Work to be completed
Records follow. Pull out every line that contains "Southeast".

[Saved entries]
——————
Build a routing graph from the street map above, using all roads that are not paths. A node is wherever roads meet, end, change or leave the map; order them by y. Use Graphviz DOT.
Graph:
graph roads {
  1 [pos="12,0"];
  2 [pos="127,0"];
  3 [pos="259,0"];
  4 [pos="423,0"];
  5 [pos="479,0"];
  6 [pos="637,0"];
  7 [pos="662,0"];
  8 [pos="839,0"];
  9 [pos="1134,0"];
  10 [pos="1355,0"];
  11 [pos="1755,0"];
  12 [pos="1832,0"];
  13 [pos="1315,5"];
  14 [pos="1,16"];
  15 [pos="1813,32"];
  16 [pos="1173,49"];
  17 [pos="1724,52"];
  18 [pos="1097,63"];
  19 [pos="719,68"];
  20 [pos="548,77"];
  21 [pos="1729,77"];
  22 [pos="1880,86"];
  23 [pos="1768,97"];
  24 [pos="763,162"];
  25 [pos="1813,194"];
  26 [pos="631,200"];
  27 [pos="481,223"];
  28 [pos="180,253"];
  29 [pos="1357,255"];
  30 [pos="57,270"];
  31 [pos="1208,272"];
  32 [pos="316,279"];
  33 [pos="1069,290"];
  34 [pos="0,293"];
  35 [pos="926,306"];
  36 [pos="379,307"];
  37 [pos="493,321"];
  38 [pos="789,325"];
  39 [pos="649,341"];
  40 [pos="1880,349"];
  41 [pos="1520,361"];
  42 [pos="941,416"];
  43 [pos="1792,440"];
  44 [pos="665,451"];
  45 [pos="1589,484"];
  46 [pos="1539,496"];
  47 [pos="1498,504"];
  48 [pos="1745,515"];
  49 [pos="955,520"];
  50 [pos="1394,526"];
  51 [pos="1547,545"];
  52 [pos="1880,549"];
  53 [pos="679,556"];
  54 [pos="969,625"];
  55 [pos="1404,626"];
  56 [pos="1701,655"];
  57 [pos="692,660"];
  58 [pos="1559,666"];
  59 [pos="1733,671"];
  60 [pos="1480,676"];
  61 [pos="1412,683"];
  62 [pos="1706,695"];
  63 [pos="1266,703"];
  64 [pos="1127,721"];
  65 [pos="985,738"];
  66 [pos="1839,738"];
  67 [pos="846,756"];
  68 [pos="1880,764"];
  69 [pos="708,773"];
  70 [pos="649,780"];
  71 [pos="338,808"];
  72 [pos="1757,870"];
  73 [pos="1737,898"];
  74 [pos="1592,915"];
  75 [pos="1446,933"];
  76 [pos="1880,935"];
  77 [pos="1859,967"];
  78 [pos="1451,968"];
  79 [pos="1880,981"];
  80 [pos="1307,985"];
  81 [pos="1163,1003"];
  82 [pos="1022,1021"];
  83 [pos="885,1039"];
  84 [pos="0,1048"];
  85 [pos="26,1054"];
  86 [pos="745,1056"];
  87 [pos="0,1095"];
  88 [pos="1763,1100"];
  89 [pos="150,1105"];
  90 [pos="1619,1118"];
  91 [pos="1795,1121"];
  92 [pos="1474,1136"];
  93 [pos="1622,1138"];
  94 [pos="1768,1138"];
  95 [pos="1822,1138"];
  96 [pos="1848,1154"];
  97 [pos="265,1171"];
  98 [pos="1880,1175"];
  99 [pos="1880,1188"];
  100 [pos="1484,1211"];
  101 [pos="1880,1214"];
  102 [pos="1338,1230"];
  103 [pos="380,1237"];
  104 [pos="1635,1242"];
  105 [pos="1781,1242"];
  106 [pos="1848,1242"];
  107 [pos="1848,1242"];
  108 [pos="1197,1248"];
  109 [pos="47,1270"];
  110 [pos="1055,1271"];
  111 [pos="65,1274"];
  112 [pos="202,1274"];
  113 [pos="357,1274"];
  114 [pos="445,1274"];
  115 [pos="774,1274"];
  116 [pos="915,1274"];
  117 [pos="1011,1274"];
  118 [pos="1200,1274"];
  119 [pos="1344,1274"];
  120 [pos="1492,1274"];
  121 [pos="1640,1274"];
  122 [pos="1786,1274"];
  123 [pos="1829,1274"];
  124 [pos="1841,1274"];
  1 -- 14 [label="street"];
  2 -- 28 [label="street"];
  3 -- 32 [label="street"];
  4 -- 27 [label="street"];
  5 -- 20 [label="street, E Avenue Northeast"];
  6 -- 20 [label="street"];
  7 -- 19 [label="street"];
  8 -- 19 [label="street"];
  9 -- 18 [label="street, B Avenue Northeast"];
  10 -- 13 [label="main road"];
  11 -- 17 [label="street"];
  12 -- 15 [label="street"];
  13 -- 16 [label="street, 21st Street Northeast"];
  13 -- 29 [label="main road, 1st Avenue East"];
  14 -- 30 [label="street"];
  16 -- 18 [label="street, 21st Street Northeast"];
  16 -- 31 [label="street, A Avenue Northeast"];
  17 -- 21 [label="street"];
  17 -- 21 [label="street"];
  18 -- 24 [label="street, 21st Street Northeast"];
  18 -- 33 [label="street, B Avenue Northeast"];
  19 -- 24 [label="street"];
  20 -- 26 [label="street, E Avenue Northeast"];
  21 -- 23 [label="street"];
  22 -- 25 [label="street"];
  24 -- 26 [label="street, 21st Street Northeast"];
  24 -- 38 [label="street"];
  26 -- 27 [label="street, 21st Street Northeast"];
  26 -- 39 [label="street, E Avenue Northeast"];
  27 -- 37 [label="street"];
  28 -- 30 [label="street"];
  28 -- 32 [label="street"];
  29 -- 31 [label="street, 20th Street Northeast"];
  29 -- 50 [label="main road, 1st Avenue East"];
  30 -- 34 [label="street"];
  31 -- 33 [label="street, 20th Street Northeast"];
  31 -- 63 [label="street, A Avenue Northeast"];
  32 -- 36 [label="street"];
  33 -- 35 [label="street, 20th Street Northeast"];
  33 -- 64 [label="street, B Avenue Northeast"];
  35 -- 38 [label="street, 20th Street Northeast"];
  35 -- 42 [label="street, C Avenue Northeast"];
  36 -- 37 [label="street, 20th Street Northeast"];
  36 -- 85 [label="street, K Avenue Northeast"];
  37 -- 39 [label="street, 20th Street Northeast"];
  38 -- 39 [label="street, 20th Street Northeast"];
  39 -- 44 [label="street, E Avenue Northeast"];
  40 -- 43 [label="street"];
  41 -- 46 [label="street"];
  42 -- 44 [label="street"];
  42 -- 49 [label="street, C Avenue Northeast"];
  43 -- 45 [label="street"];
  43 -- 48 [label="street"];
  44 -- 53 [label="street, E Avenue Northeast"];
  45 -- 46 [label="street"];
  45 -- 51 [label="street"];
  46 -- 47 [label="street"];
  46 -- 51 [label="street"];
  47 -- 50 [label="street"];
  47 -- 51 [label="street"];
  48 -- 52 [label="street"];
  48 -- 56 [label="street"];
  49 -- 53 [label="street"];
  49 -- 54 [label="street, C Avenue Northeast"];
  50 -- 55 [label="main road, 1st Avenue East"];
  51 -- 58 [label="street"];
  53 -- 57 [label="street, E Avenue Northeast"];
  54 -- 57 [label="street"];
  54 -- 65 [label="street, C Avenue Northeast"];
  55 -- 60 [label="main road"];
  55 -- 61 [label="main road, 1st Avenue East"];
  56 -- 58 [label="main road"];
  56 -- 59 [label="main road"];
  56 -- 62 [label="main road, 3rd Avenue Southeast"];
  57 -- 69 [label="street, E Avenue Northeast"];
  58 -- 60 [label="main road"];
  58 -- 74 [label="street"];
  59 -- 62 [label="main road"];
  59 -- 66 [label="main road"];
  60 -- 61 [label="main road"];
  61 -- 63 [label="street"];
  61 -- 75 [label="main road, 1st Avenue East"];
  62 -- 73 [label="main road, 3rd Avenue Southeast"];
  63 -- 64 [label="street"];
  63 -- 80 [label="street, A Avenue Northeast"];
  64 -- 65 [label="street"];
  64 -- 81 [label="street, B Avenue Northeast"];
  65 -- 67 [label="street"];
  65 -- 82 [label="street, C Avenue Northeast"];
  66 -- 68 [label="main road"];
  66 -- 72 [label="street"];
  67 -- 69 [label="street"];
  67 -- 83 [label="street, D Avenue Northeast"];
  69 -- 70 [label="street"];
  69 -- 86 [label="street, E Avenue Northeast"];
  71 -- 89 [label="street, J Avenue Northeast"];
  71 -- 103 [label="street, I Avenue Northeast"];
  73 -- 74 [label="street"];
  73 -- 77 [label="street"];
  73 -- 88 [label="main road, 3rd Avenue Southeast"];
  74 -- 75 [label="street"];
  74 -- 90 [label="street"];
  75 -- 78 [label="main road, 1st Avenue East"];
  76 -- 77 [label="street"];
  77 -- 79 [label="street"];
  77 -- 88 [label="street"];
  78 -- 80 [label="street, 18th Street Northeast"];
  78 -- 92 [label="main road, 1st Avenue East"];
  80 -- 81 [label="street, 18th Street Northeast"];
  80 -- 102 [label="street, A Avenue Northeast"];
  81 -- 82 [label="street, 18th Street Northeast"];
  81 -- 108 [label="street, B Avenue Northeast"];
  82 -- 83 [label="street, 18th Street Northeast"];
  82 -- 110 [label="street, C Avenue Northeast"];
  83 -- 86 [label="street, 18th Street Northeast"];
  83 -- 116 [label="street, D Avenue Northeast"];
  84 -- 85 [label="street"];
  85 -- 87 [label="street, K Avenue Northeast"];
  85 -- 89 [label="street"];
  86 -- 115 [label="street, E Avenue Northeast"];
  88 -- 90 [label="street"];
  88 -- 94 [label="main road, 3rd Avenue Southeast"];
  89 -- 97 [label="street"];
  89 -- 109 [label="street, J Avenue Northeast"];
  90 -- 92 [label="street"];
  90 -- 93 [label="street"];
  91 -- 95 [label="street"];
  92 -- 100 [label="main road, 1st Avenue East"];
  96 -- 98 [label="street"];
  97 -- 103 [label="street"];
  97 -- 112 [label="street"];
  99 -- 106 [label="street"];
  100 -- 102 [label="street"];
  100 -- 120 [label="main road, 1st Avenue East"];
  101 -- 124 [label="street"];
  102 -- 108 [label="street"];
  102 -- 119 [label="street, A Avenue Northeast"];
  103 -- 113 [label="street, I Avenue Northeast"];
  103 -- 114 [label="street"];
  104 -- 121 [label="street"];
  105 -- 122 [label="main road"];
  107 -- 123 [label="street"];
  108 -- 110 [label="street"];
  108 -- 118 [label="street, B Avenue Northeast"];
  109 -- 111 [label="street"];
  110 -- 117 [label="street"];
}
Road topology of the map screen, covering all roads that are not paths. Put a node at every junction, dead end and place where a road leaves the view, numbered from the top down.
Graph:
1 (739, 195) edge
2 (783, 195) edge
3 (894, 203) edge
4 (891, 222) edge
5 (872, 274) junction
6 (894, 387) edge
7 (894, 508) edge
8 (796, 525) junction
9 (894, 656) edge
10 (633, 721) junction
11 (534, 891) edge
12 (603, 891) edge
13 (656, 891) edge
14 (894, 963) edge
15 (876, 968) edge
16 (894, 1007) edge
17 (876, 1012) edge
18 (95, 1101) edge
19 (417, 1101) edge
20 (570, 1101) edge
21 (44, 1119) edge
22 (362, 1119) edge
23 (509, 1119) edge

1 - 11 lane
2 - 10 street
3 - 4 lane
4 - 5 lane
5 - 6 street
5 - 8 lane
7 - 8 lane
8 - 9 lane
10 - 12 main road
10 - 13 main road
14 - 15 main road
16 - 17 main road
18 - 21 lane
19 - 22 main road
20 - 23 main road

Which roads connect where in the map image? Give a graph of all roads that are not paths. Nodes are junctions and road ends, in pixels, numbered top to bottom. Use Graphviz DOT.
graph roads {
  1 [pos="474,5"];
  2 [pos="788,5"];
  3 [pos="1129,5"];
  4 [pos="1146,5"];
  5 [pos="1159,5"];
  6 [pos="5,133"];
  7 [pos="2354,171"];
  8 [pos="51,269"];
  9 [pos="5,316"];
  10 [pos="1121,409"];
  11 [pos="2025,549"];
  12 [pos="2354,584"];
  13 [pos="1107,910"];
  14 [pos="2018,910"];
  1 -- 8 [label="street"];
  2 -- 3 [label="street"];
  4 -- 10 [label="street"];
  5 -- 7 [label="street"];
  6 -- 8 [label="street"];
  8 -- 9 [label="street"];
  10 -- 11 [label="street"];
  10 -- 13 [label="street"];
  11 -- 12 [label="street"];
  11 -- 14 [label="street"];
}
——————
Output below
  56 -- 62 [label="main road, 3rd Avenue Southeast"];
  62 -- 73 [label="main road, 3rd Avenue Southeast"];
  73 -- 88 [label="main road, 3rd Avenue Southeast"];
  88 -- 94 [label="main road, 3rd Avenue Southeast"];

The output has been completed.